1. Classification of Proteins by GO Cell Compartments

We identified 2305 proteins in A375 cells (1703 with two or more peptides). We identified 2253 proteins in M24met cells (1683 with two or more peptides) (Figure 2A, D). We found 1746 proteins (1443 with ≥2 peptides) in both cells.

Figure 2.

Figure 2

Comparative proteome profiling results of two pairs of cisplatin sensitive and resistant cells, respectively. (A) Quantitative Venn diagram of the number of identified proteins in A375 (pool A) and M24met (pool B) melanoma cells specifying the number of common and exclusively expressed proteins as well as the sum of identified peptides, respectively. The number of peptides provides an estimate for protein abundance, that is, the more peptides identified per protein class, the higher the relative abundance the corresponding proteins. (B, C) Classification summary of identified proteins and peptides in A375 and M24met melanoma cells according to GO cellular component terms. (D) Quantitative Venn diagram of the number of identified proteins in HeLa cervix carcinoma (pool A) and TMFI (pool B) melanoma cells, specifying the number of common and exclusively expressed proteins. (F, G) Classification summary of identified proteins and peptides in HeLa cervix carcinoma and TMFI melanoma cells according to GO cellular component terms.

We identified 1763 proteins in HeLa cells (1287 with two2 or more peptides). We identified 1788 proteins in TMFI cells (1245 with two or more peptides) (Figure 2A, D). We found 1288 proteins (1176 with ≥2 peptides) in both cells.

In order to determine whether the two corresponding cell pairs have apparent differences in cell architecture, we used the standardized GO term classification for proteins according to cell compartments and considered group representation as well as relative protein abundance.

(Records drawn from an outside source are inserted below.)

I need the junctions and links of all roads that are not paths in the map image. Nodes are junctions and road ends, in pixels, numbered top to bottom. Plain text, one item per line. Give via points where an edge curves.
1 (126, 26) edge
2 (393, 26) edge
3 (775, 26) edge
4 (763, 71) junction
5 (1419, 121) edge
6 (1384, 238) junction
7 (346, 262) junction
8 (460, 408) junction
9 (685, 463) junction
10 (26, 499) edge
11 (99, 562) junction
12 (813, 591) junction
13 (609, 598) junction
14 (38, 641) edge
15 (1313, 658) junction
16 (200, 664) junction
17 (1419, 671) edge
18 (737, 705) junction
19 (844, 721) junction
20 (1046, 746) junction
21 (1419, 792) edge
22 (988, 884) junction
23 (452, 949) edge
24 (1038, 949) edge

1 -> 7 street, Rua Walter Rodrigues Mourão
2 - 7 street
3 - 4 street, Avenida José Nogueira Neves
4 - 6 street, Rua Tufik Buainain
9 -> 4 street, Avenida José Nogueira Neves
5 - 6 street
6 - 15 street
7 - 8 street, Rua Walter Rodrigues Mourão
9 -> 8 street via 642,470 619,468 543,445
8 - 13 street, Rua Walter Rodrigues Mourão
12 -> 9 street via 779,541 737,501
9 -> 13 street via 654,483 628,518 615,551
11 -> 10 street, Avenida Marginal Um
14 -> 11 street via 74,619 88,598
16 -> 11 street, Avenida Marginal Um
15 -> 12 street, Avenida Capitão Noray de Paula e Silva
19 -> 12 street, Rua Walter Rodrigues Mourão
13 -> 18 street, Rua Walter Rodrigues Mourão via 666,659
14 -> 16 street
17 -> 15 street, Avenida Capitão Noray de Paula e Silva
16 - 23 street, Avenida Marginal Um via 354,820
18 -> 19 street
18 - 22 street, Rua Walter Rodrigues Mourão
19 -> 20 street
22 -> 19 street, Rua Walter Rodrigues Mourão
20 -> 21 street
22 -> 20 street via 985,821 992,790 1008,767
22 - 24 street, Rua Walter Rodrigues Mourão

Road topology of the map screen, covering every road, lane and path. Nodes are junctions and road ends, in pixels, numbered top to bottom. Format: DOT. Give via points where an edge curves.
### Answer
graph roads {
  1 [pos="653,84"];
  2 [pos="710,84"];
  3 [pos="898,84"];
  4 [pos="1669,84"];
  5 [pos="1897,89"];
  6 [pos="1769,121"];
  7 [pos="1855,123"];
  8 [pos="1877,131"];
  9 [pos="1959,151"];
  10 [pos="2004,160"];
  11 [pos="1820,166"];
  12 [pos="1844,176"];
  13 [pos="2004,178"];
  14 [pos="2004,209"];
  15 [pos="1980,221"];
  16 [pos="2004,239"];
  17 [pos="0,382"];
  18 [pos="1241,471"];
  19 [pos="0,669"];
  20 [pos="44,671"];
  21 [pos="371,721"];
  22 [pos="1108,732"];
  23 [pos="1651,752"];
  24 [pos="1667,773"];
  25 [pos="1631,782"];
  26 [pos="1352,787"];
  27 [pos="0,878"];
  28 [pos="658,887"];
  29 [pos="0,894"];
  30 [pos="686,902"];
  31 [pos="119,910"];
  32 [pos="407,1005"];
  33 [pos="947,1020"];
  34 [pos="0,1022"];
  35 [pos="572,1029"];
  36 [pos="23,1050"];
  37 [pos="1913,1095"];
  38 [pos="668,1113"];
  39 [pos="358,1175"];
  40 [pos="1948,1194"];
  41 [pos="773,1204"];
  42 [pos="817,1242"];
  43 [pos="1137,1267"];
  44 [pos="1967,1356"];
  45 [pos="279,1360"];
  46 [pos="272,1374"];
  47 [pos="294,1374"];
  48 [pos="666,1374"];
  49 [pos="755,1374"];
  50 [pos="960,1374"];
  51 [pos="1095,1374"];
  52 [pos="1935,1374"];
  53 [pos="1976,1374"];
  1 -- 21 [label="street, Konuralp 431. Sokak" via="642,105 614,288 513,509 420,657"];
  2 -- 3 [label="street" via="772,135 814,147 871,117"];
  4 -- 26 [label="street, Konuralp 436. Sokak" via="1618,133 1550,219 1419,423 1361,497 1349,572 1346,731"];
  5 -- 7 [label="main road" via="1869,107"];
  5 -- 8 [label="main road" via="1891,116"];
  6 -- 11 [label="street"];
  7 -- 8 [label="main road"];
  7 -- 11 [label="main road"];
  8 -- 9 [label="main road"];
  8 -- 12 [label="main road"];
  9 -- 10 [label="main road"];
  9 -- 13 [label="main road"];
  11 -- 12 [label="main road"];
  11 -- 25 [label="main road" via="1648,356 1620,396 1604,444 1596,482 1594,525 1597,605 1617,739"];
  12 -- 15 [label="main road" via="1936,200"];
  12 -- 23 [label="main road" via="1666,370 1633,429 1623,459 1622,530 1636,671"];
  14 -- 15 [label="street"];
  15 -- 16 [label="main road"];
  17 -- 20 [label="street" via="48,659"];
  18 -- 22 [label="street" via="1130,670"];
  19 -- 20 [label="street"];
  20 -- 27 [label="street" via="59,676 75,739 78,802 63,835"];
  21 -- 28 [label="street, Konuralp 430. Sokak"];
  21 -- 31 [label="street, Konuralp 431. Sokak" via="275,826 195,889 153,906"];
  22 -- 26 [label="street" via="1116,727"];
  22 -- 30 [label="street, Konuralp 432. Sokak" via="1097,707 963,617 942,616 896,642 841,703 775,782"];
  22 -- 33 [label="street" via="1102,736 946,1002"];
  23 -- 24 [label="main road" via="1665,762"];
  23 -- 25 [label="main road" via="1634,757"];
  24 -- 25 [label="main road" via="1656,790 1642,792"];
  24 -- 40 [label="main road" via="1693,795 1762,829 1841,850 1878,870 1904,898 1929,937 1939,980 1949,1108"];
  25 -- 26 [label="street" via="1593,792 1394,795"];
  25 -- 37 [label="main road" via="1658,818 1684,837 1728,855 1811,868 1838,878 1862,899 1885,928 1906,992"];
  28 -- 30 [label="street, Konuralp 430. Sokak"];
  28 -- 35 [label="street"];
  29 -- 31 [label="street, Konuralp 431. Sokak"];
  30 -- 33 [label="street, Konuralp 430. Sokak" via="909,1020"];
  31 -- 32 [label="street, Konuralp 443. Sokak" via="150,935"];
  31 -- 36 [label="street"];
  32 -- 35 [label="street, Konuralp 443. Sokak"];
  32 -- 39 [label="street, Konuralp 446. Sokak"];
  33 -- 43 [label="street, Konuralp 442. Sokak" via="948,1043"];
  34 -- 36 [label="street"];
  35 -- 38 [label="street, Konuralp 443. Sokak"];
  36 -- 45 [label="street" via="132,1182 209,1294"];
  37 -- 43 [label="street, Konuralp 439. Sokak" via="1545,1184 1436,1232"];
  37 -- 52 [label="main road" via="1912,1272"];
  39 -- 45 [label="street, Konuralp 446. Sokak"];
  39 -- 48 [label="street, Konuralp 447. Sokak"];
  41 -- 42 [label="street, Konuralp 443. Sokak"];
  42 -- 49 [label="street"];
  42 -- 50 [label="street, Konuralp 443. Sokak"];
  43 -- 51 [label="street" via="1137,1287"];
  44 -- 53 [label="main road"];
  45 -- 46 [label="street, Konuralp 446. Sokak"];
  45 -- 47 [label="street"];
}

In M24met compared to A375 an increased representation of proteins belonging to the cytoskeleton, endoplasmic reticulum, golgi apparatus, lysosome, and plasma membrane (Figure 2 B, C) was observed. Similarly, proteins belonging to cytoskeleton, the extracellular matrix, to lysosomes, the mitochondrium and nucleolus were found higher represented in TMFI compared to HeLa cells (Figure 2 E, F). In both cisplatin resistant melanoma cell lines, proteins related to the lysosomal fraction and the cytoskeleton revealed to be elevated in comparison to the sensitive counterparts. This is in line with previous reports demonstrating the association of cisplatin resistance with cytoskeletal15,30 and lysosomal proteins (Supporting Information Table S1A).35 Most strikingly, different types of cathepsins, such as cathepsin B and D were increased in both cisplatin resistant cells (Supporting Information Table S1A, Figure 3C, D). Furthermore, the following lysosomal proteins were regulated by cisplatin: Beta-hexosaminidase subunit beta, LAMP-1, ras-related protein rab-14 and vacuolar protein sorting-associated protein 4B (Suppressor of K (+) transport growth defect 1) which additionally were found highly expressed in both cisplatin resistant melanoma cell lines (Supporting Information Table S1A, Figure 3 C, D).

Figure 3.

Figure 3

Lysosomal compartment differs in sensitive and resistant cells. Lysosomal staining of A375, M24met, HeLa and TMFI carcinoma cells, untreated (A) and treated with 1 μM cisplatin (B). Subcellular distribution of four lysosomal proteins are depicted in (C) in the following fashion: each cell symbol represents the protein expression of a single protein for a single cell type. Average emPAI values were calculated, increased color intensities correspond to increased emPAI values. All positive identifications were reproduced in at least three different experiments, white fields indicate negative finding. The inner circle represents identification in the nuclear extracts, the outer circle in the cytoplasm and the outer frame in the secreted protein fraction. Four proteins were selected and listed in (D).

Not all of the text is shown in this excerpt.